Task brief → Your reply should be made up of every line in the records below that holds the string "Right".

Available data →
——————

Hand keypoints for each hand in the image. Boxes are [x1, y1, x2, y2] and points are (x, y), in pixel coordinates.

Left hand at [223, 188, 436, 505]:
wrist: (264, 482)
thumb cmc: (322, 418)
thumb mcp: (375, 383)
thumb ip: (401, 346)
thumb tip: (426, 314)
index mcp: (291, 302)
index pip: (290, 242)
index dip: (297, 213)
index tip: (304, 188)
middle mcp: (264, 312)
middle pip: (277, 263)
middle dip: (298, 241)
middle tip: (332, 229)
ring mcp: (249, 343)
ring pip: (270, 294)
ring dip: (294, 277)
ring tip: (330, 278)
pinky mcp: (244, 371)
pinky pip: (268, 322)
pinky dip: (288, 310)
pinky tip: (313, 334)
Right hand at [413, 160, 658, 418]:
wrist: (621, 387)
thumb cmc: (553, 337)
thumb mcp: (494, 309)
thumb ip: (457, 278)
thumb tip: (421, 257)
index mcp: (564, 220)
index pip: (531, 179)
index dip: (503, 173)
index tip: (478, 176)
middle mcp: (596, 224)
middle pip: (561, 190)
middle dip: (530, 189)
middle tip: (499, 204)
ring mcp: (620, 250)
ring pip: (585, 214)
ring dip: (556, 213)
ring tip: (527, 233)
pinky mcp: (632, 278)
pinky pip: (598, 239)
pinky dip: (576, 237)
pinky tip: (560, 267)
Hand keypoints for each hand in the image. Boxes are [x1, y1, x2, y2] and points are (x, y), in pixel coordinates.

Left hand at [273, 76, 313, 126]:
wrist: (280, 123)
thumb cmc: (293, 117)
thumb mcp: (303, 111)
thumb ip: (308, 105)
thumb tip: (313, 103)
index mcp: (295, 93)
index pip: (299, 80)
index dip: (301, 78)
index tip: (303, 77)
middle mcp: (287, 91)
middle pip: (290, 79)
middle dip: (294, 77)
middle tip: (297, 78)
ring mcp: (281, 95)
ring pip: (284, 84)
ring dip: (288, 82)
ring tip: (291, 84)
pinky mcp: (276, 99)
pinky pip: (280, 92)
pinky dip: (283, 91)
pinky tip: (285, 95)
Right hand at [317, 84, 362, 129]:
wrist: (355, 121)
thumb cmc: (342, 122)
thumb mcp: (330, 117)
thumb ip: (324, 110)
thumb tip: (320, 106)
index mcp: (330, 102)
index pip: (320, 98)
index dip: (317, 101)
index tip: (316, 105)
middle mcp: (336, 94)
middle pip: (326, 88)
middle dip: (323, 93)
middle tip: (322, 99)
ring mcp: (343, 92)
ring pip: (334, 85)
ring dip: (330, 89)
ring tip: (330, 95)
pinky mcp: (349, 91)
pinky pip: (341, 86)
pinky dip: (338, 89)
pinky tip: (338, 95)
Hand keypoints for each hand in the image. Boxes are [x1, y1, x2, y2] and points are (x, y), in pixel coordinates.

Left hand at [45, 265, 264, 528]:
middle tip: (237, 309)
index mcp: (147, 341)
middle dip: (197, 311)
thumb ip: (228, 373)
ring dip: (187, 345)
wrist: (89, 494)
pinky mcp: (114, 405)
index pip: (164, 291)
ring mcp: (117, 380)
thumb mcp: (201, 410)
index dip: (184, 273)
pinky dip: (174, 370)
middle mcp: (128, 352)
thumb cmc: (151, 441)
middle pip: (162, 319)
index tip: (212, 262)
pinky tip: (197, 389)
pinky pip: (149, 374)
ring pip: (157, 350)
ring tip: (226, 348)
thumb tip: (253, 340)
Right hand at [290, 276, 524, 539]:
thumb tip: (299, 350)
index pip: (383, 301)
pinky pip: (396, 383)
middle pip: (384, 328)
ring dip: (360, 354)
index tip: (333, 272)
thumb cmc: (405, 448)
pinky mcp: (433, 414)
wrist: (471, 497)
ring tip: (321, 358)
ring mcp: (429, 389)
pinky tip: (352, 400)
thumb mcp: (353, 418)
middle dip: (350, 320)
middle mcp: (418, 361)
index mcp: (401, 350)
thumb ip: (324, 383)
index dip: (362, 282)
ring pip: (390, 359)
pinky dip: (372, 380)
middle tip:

——————

Result for this task →
Right hand at [413, 160, 658, 418]:
Right hand at [317, 84, 362, 129]:
Right hand at [290, 276, 524, 539]:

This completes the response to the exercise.